Query parameters with tabs or newlines can't be expressed
michaelsmithxyz opened this issue · 3 comments
Describe the bug
It seems like it's currently not possible to use the client to construct a query with string parameters containing tabs or newlines correctly. Newlines and tabs are a special case of the value format that's used to parse query parameters (as explained on this issue in the main repo). I believe the code in the client which handles escaping backslashes and quotes also needs to escape tab and newline literals.
It doesn't seem like you can work around this by escaping the query parameter values before providing them to the client, because the client then escapes the backslashes you're using to escape tabs and/or newlines, changing the value of the parameter you've provided.
Steps to reproduce
Here's a self-contained example that reproduces the issue:
import {
createClient,
} from '@clickhouse/client';
const main = async () => {
const client = createClient({
host: 'http://localhost:8123',
});
await client.command({
query: `
create table if not exists test (
value String
) Engine = MergeTree
ORDER BY value
`,
});
await client.insert({
table: 'test',
values: [
{ value: 'with\ttab' },
],
format: 'JSONEachRow',
});
await client.insert({
table: 'test',
values: [
{ value: 'with\nnewline' },
],
format: 'JSONEachRow',
});
try {
await client.query({
query: `
select *
from test
where value={arg:String}
`,
query_params: {
arg: 'with\ttab',
},
});
} catch (e) {
console.error('Tab case failed');
console.error(e);
}
try {
await client.query({
query: `
select *
from test
where value={arg:String}
`,
query_params: {
arg: 'with\nnewline',
},
});
} catch (e) {
console.error('Newline case failed');
console.error(e);
}
// Trying to escape myself
const result = await client.query({
query: `
select *
from test
where value={arg:String}
`,
query_params: {
arg: 'with\\ttab',
},
});
// You'd want this to return the row we inserted, but it doesn't
console.info(await result.json());
};
main().then(() => process.exit(0));Configuration
Environment
- Client version: 0.3.0 (latest at the time of this writing)
ClickHouse server
- ClickHouse Server version: 23.3.13, but I don't think it matters
- ClickHouse Server non-default settings, if any: N/A
CREATE TABLEstatements for tables involved: See above
Thanks for the report; I will have a look.
@michaelsmithxyz
it should be fixed in 0.3.1.
I added similar code as used in the tests to the example
// (0.3.1+) It is also possible to bind parameters with special characters.
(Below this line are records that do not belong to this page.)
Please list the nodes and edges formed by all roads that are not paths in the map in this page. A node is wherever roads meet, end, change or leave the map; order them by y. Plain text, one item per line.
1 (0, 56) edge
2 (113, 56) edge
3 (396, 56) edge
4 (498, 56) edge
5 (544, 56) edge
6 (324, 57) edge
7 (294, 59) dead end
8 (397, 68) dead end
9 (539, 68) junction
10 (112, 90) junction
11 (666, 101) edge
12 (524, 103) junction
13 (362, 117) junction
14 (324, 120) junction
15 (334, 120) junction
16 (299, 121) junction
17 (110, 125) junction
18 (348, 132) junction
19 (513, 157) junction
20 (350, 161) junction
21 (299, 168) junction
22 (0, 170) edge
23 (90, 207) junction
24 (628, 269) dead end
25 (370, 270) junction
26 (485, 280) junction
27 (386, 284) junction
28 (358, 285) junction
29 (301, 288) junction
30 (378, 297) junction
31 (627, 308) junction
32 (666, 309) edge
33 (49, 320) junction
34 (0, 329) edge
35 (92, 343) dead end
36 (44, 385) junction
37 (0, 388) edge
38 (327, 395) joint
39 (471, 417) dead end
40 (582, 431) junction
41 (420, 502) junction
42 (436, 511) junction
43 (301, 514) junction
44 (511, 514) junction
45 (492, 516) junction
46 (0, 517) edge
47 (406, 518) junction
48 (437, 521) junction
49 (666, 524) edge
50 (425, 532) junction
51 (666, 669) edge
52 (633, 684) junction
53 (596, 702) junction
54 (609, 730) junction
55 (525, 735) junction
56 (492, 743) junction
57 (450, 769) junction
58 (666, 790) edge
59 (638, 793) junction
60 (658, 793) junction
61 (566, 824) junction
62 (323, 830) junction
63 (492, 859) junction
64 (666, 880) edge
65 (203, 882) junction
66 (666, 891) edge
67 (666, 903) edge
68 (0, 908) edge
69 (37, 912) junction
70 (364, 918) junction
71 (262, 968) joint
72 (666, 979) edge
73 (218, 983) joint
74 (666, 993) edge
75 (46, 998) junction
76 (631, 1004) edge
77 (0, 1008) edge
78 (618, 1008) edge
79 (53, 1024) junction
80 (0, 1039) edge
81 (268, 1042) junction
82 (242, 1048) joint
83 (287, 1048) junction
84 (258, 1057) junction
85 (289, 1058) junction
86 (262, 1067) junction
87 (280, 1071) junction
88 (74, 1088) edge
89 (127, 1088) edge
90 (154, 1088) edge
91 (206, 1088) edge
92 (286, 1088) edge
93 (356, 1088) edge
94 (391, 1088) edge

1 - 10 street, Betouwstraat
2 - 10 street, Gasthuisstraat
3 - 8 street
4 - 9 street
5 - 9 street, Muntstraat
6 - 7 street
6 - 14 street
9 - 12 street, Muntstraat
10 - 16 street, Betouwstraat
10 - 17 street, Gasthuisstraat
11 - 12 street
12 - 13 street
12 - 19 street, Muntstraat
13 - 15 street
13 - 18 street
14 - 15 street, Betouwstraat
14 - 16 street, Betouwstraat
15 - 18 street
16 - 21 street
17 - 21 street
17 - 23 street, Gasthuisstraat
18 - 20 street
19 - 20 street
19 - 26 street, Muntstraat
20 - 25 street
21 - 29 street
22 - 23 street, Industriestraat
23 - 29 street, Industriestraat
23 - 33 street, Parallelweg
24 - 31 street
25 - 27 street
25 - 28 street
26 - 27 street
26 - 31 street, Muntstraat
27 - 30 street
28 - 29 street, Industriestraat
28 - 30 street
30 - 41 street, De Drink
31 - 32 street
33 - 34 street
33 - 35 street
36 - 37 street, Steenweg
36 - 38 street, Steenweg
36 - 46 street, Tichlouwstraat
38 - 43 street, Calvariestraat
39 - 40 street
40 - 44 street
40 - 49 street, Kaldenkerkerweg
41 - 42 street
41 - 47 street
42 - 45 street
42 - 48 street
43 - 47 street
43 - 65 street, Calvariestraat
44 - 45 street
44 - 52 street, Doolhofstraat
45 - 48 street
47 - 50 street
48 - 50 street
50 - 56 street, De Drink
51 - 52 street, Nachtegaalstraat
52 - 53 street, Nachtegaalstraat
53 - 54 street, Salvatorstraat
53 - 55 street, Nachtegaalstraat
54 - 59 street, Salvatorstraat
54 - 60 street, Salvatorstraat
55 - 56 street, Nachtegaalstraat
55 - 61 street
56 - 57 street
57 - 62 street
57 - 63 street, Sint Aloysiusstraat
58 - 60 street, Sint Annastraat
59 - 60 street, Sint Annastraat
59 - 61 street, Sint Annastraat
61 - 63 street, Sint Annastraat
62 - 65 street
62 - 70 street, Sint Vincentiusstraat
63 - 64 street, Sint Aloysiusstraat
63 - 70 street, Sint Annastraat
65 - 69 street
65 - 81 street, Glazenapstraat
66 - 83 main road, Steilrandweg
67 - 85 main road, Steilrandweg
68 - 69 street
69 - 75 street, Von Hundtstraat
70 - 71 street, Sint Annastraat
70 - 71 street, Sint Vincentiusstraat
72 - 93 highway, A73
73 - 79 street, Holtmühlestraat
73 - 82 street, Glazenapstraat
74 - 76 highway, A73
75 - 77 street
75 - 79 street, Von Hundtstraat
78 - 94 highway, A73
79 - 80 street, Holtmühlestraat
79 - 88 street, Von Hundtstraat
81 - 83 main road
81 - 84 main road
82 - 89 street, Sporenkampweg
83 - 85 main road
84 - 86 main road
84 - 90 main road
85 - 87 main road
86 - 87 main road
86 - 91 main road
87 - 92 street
const resultSet2 = await client.query({
query: `
SELECT
'foo_\t_bar' = {tab: String} AS has_tab,
'foo_\n_bar' = {newline: String} AS has_newline,
'foo_\r_bar' = {carriage_return: String} AS has_carriage_return,
'foo_\\'_bar' = {single_quote: String} AS has_single_quote,
'foo_\\_bar' = {backslash: String} AS has_backslash`,
format: 'JSONEachRow',
query_params: {
tab: 'foo_\t_bar',
newline: 'foo_\n_bar',
carriage_return: 'foo_\r_bar',
single_quote: "foo_'_bar",
backslash: 'foo_\\_bar',
},
})
// Should return all 1, as query params will match the strings in the SELECT.
console.info('Result (special characters):', await resultSet2.json())which now prints:
Result (special characters): [
{
has_tab: 1,
has_newline: 1,
has_carriage_return: 1,
has_single_quote: 1,
has_backslash: 1
}
]
@slvrtrn Thanks for knocking this out so quickly!